Geologic Scene Investigator: Part 2 – Inside Mars is a seven part activity in which children, ages 8 to 13, explore further the volcanos on Mars, in comparison with Earth, and learn what they tell us about what is happening inside Mars, and its history. Children record their observations and findings in their GSI Journal.
Summit Up - Comparing Volcanos on Mars and Earth
Summit Up is a 20 minute activity in which children make paper models to scale of the tallest volcanic mountains on Earth and Mars and discover a big difference between volcanos on these two planets.
Puzzling Patterns - Where Does Volcanism Occur?
Children compare volcano maps of Earth and Mars and identify patterns, similarities, and differences in this 30 minute activity.
The Icing on the Plate - Why are the Volcanos on Mars so Tall?
The Icing on the Plate is a 20 to 30 minute activity in which children create models with cake icing to compare the volcanos formed on planets with stationary surfaces and planets with moving plates. Children will gain an understanding of why volcanos on Mars are so large compared to those on Earth, and what the patterns of Earth's volcanos tell us.
Recipe for a Planet
Recipe for a Planet is a 45 minute activity in which children build edible models of Earth and Mars to compare their sizes and illustrate their internal layers.

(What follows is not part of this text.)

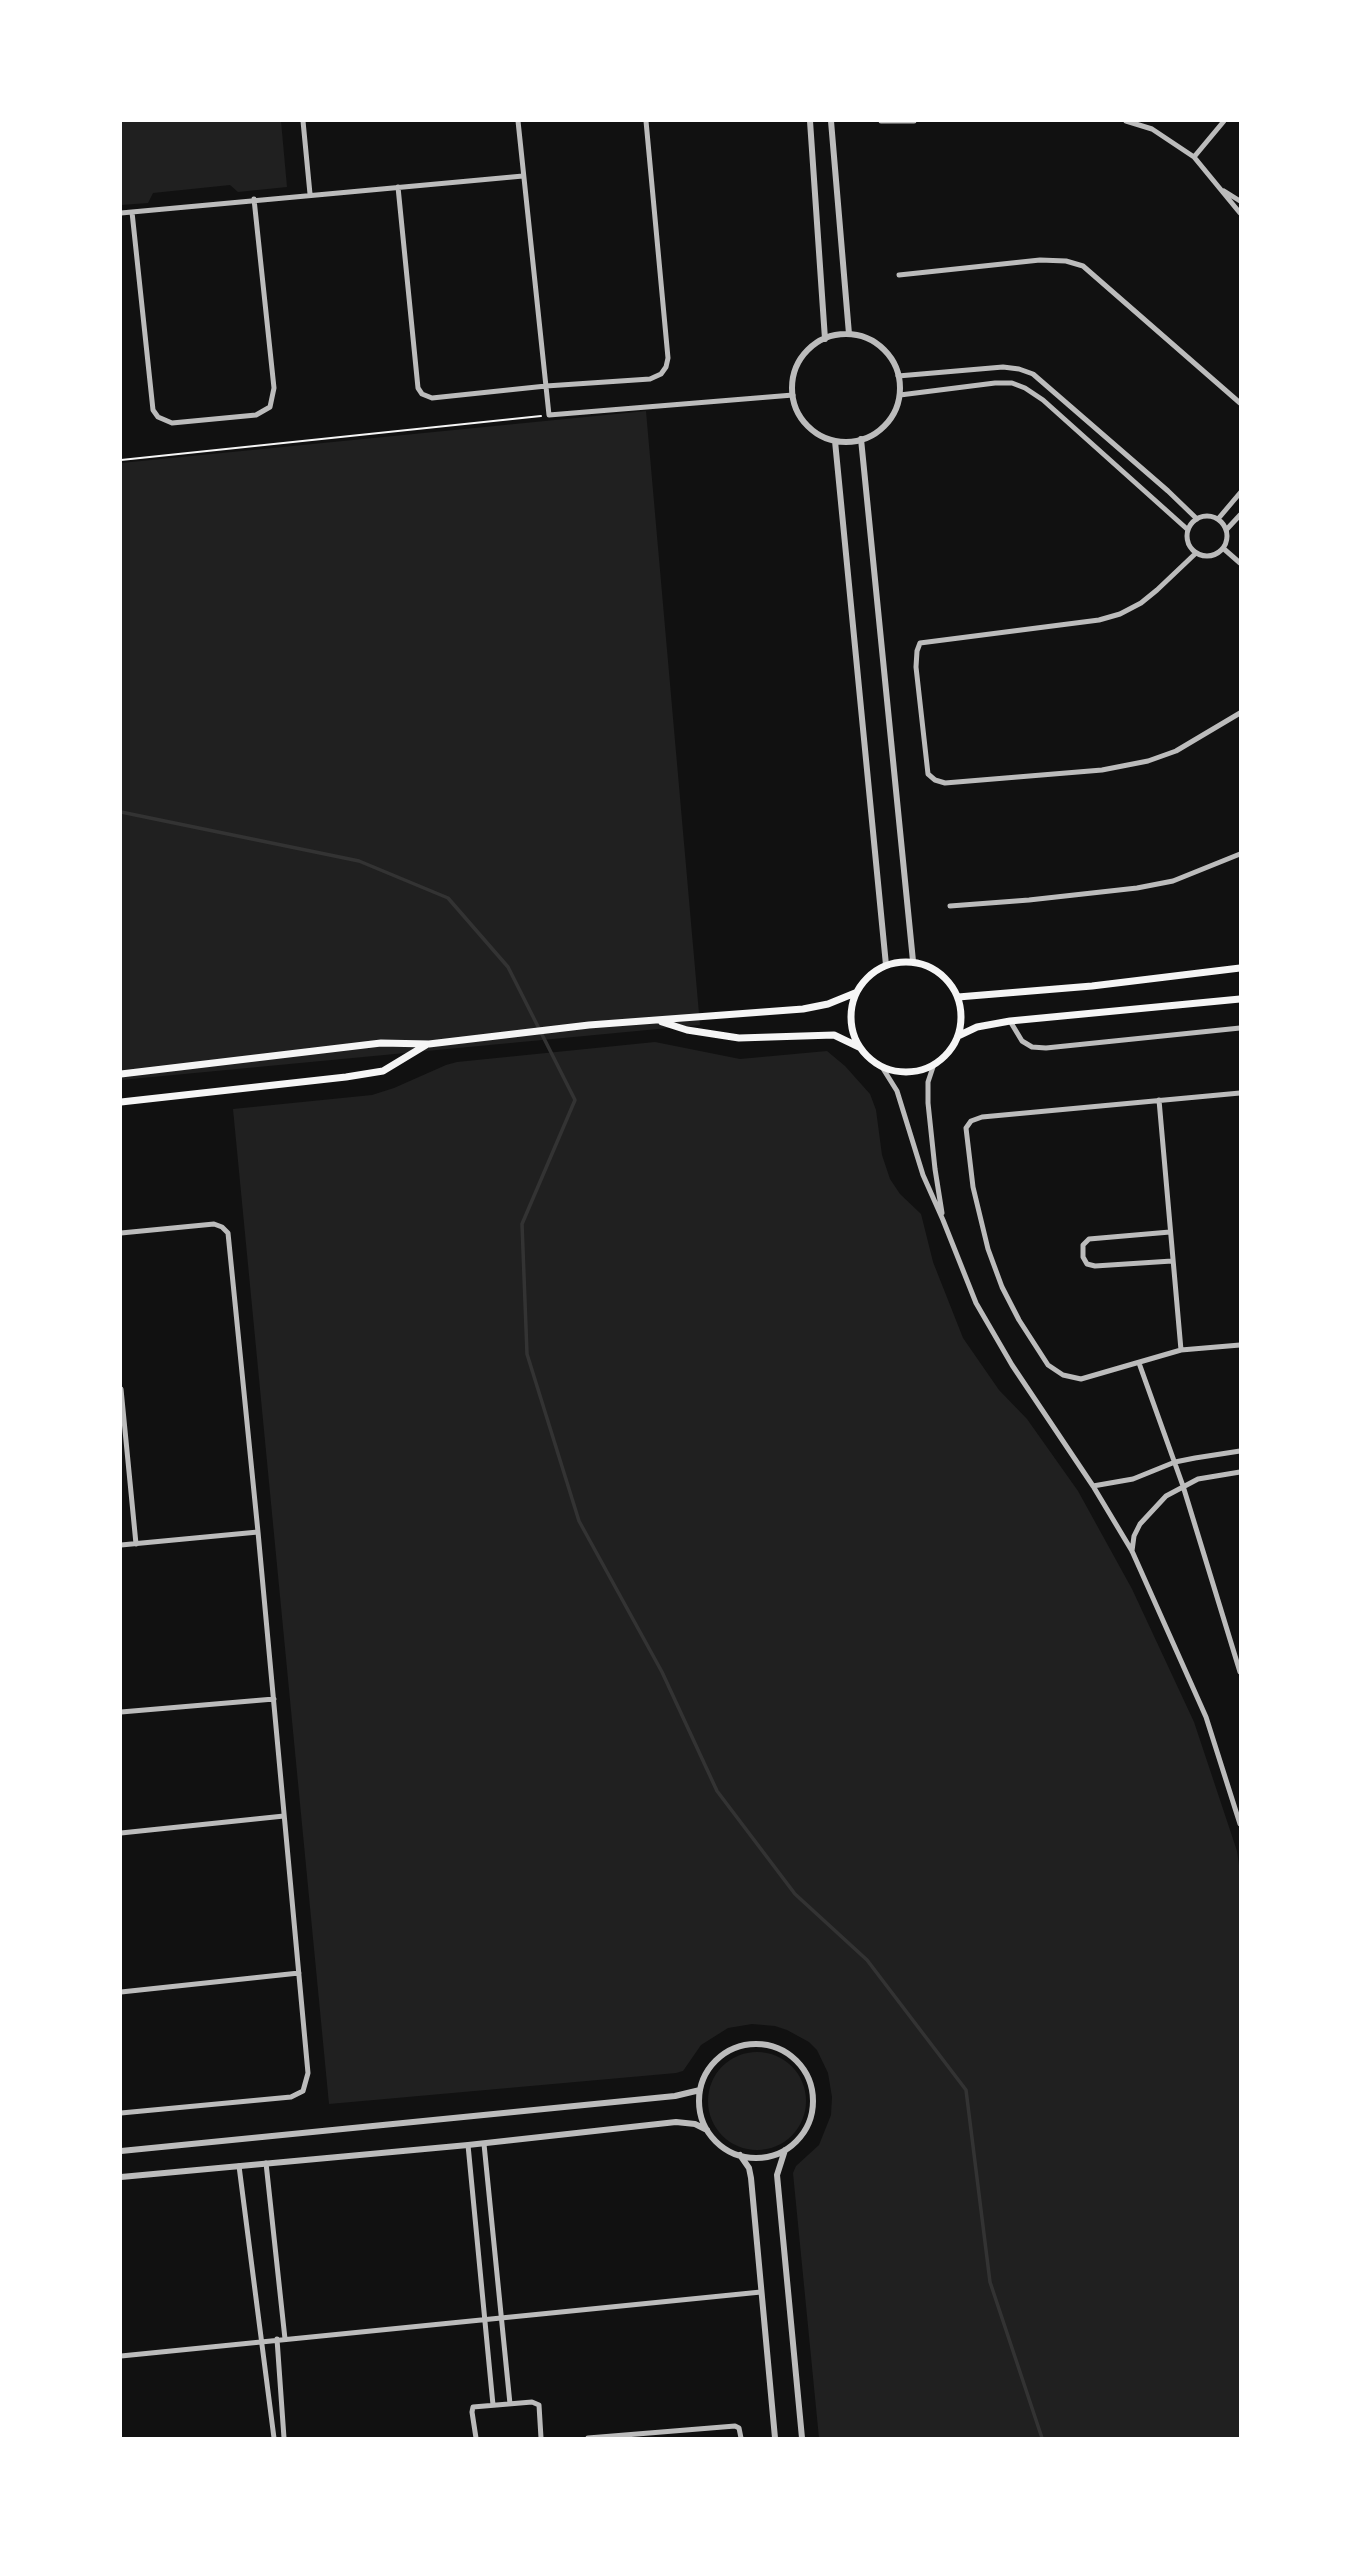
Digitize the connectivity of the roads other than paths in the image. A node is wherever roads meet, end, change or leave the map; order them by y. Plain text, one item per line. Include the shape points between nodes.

In this 10 minute demonstration or 30 minute activity, children observe a demonstration of planetary differentiation, the organization of planetary interiors into layers of different densities, to illustrate why Mars and other planets have cores, mantles, and outer crusts.
Cooling Planets is an optional 10 to 15 minute discussion in which older children, ages 10 to 13, discover, through inquiry-based dialogue, which planet is hotter on the interior - Mars or Earth! The children consider the effect of size (volume) on the cooling rate of objects and, based on extrapolations, interpret the cooling histories of the inner, rocky planets of our solar system.
Mind Over Mars
In this 30 to 45 minute game, teams of children use their knowledge of Mars to create question cards for a board game that will assess and reinforce their understanding of what they have learned. This activity can be used as a wrap-up for Geologic Scene Investigator: Part 1 or Part 2, or as a wrap-up for the entire investigation.